Crédit consommation

Le crédit à la consommation, donné par des les banques sert à financer les achats de biens et services par les particuliers, plus particulièrement les dépenses conséquentes et les biens durables (automobile, équipement de la maison).

Dans les sociétés modernes de type tertiaire, ces crédits à la disposition des ménages sont très utiles pour soutenir l’Économie nationale et donc l’emploi.

Les différents crédit à la consommation


Les principales formes sont :
- le prêt affecté (à une dépense donnée) dont les plus courants sont le prêt automobile (achat d’un véhicule) et le prêt étudiant (financement des études)
- le prêt personnel non lié à un achat précis
- le crédit révolving personnel
- crédit permanent utilisé par « tirages
- le crédit-bail
- la location-vente

d’accord d’un prêt à la consommation est lié à la capacité de remboursement (mensualités / revenus stables du ménage). Tout crédit à la consommation doit d’abord faire l’objet d’une offre préalable. Cette offre doit être conforme au code de la consommation et correspondre à l’un des six modèles prévus par l’arrêté du 14 mai 2007.

Les acteurs du crédit à la consommation en France:

En France il existe deux sortes d’acteurs sur le marché du crédit à la consommation : les établissements de financement spécialisé qui n’ont statutairement le droit de commercialiser que des produits bancaires en lien direct avec le crédit à la consommation (Cetelem, Sofinco…) et les banques généralistes (Crédit agricole, BNP,…) qui sont les seules à pouvoir commercialiser toutes les sortes de produit bancaires et qui à ce titre sont les seules à gérer des comptes bancaires.

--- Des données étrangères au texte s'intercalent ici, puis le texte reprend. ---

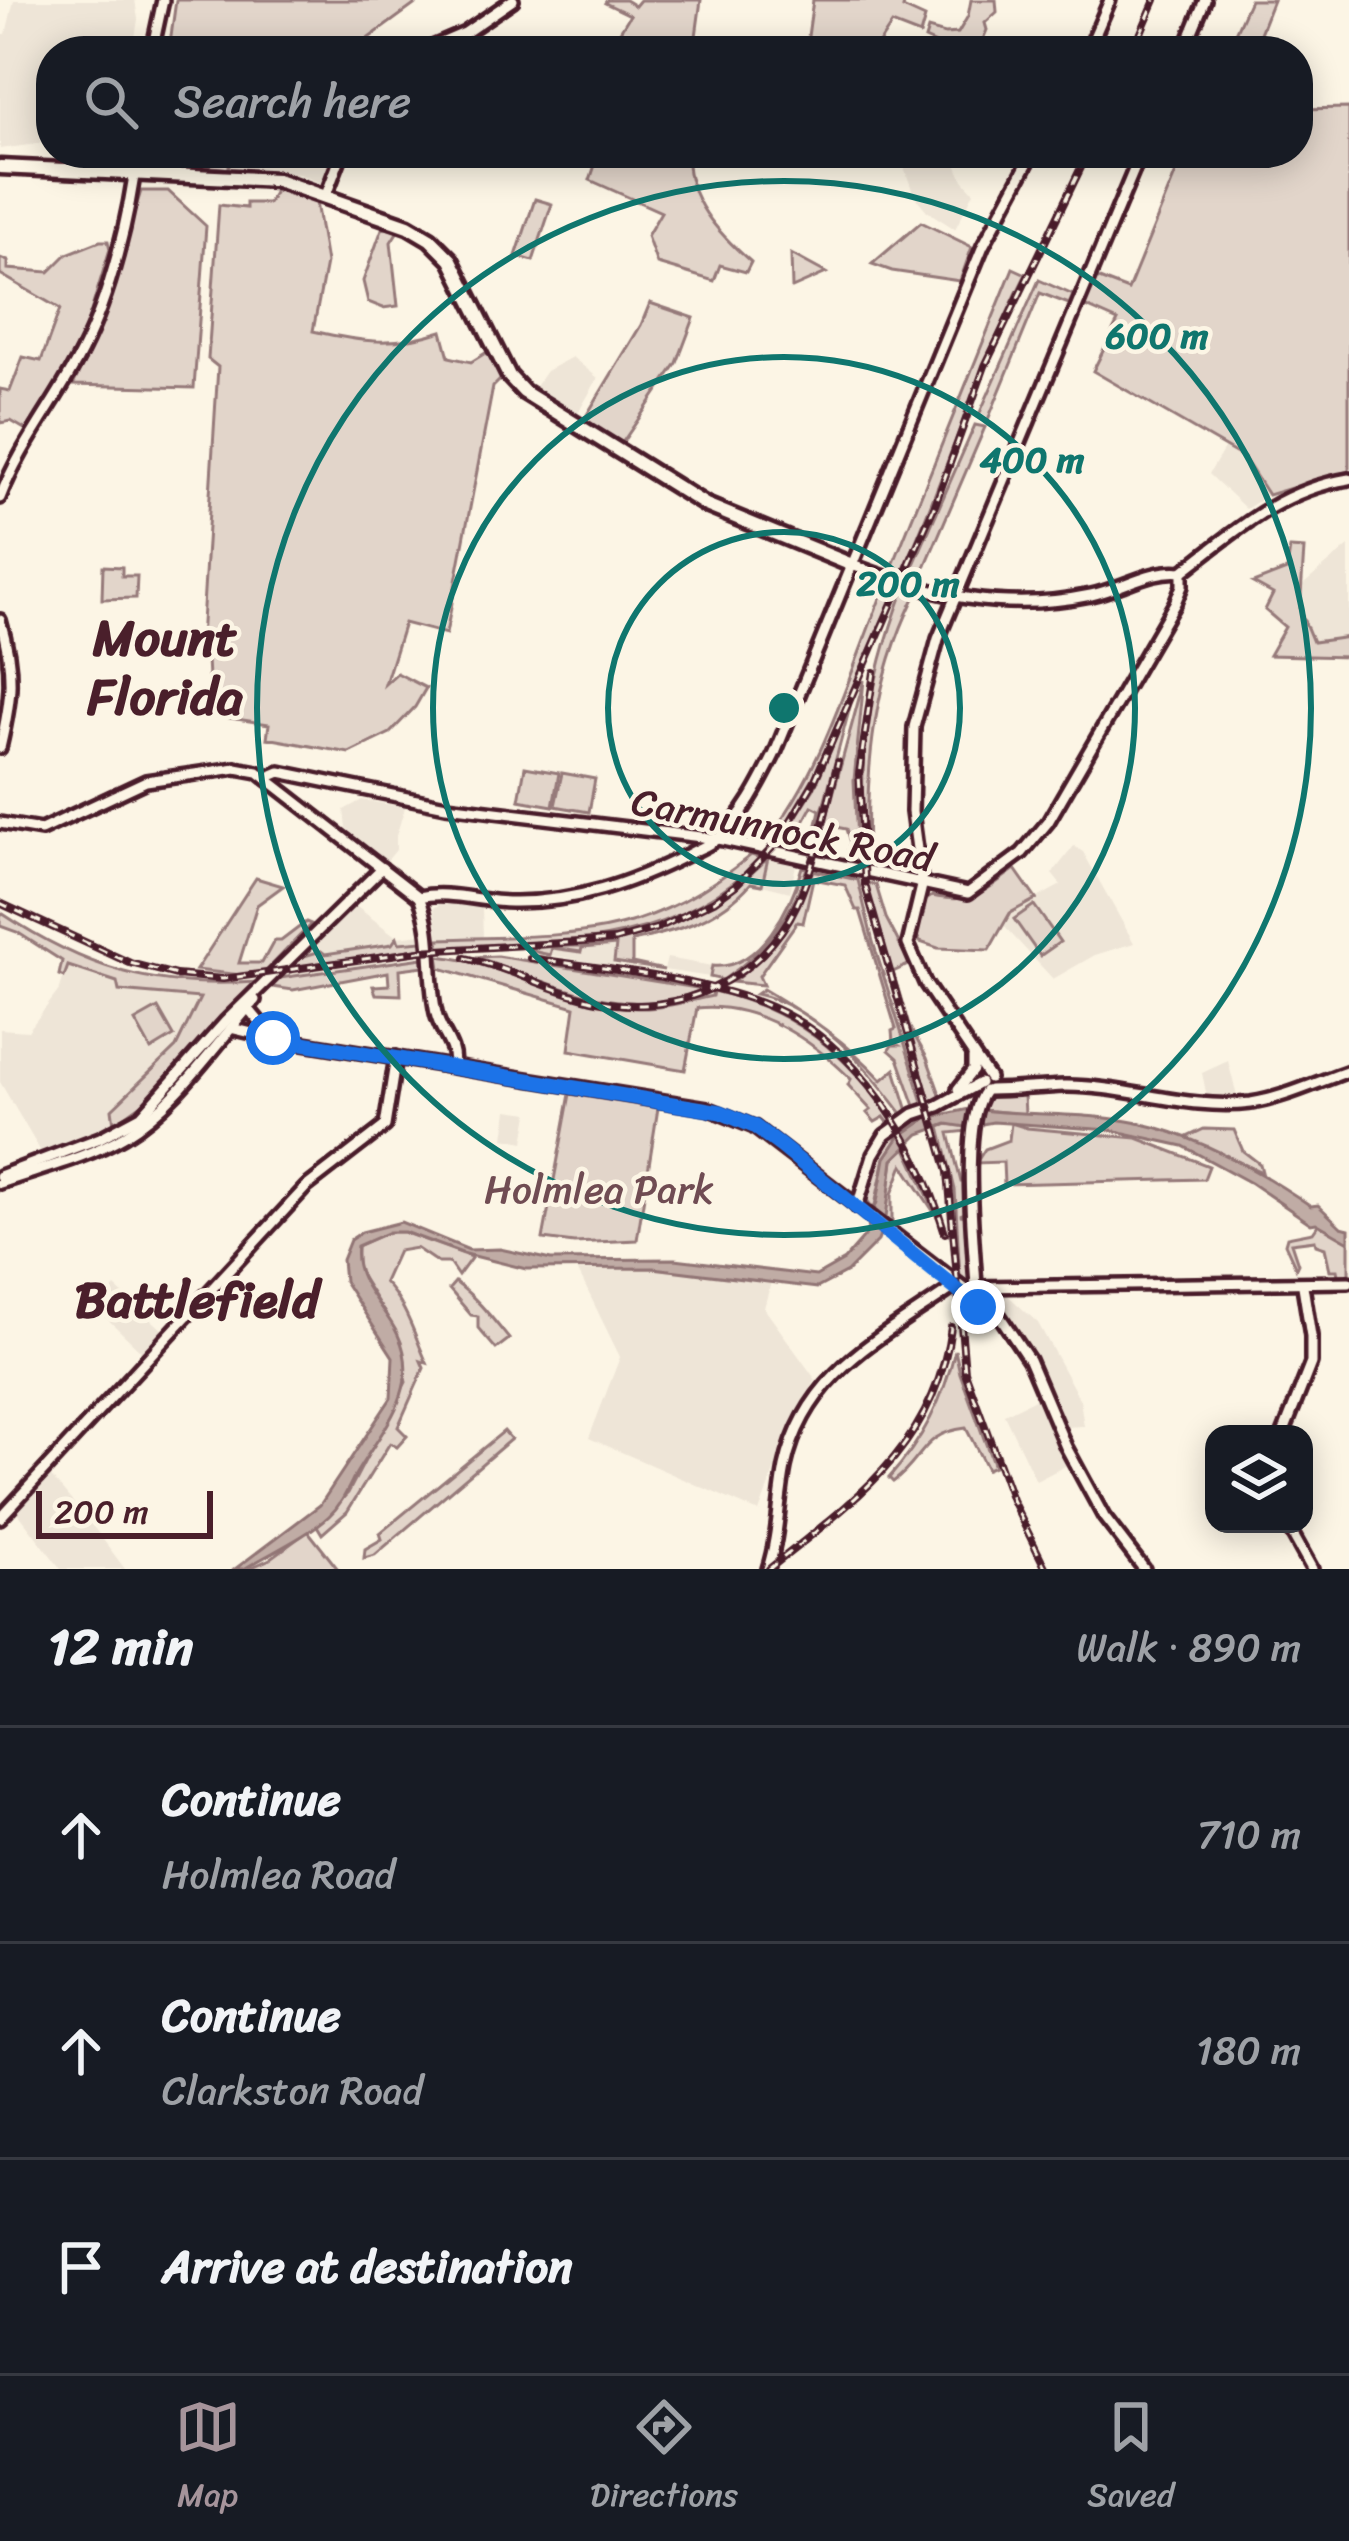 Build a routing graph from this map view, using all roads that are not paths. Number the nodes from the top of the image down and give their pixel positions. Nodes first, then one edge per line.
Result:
1 (163, 0) edge
2 (514, 0) edge
3 (1110, 0) edge
4 (1205, 0) edge
5 (155, 36) edge
6 (460, 36) edge
7 (1094, 36) edge
8 (1190, 36) edge
9 (0, 167) edge
10 (135, 168) edge
11 (336, 168) edge
12 (1025, 168) edge
13 (1135, 168) edge
14 (70, 169) joint
15 (135, 172) junction
16 (326, 195) junction
17 (1349, 478) edge
18 (0, 498) edge
19 (852, 565) junction
20 (1182, 572) junction
21 (956, 597) junction
22 (0, 620) edge
23 (0, 748) edge
24 (266, 778) junction
25 (290, 778) junction
26 (277, 786) junction
27 (0, 823) edge
28 (669, 833) junction
29 (718, 839) junction
30 (674, 862) junction
31 (382, 868) junction
32 (922, 886) junction
33 (419, 897) junction
34 (246, 1006) junction
35 (230, 1023) junction
36 (273, 1038) junction
37 (454, 1048) junction
38 (975, 1055) junction
39 (396, 1057) junction
40 (453, 1066) junction
41 (478, 1070) junction
42 (1349, 1071) edge
43 (986, 1084) junction
44 (954, 1095) junction
45 (976, 1105) junction
46 (0, 1179) edge
47 (861, 1210) junction
48 (890, 1234) junction
49 (1349, 1282) edge
50 (1302, 1286) junction
51 (953, 1288) junction
52 (973, 1290) junction
53 (1004, 1325) junction
54 (1286, 1425) edge
55 (0, 1518) edge
56 (1293, 1533) edge
57 (768, 1569) edge
58 (1144, 1569) edge
59 (1312, 1569) edge

1 - 5 street
2 - 6 street
3 - 7 street
4 - 8 street
9 - 14 main road
10 - 15 street
11 - 16 street
12 - 19 street
13 - 21 street
14 - 15 main road
15 - 16 main road
15 - 18 street
16 - 19 main road
17 - 20 street
19 - 21 street
19 - 29 street
20 - 21 street
20 - 32 street, Carmunnock Road
21 - 32 street
22 - 23 street
24 - 25 street, Carmunnock Road
24 - 26 street
24 - 27 street, Carmunnock Road
25 - 26 street
25 - 28 street, Carmunnock Road
26 - 31 street
28 - 29 street, Carmunnock Road
28 - 30 street
29 - 30 street
29 - 32 street, Carmunnock Road
30 - 33 street
31 - 33 street
31 - 34 street
32 - 38 street
33 - 37 street
34 - 35 street
34 - 36 street
35 - 36 street
35 - 46 street
36 - 39 street
37 - 40 street
37 - 41 street
38 - 43 street
38 - 44 street
39 - 40 street
39 - 55 street
40 - 41 street
41 - 47 street
42 - 43 street
43 - 44 street
43 - 45 street
44 - 45 street
44 - 47 street
45 - 52 street
47 - 48 street
48 - 51 street
48 - 52 street
49 - 50 street
50 - 52 street
50 - 54 street
51 - 52 street
51 - 53 street
51 - 57 street
52 - 53 street
53 - 58 street
56 - 59 street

Le marché du crédit à la consommation est pour le moment dominé en France par les établissements de financement spécialisé qui ont environ 60% du marché : cette part de marché est acquise par une présence omniprésente sur les lieux de consommation grâce à un réseau de prescripteurs très dense (magasins de distribution) et à une politique beaucoup moins sélective que les banques généralistes. Pour compenser le fort taux de défaillance résultant de leur positionnement, les établissements spécialisés pratiquent des taux d’intérêt en moyenne plus élevés (97% des crédits revolving ont un taux d’intérêt supérieur à 16% contre 58% des crédits du même type consentis par les banques généralistes) et modulent plus fortement celui-ci en fonction du risque présenté par l’emprunteur.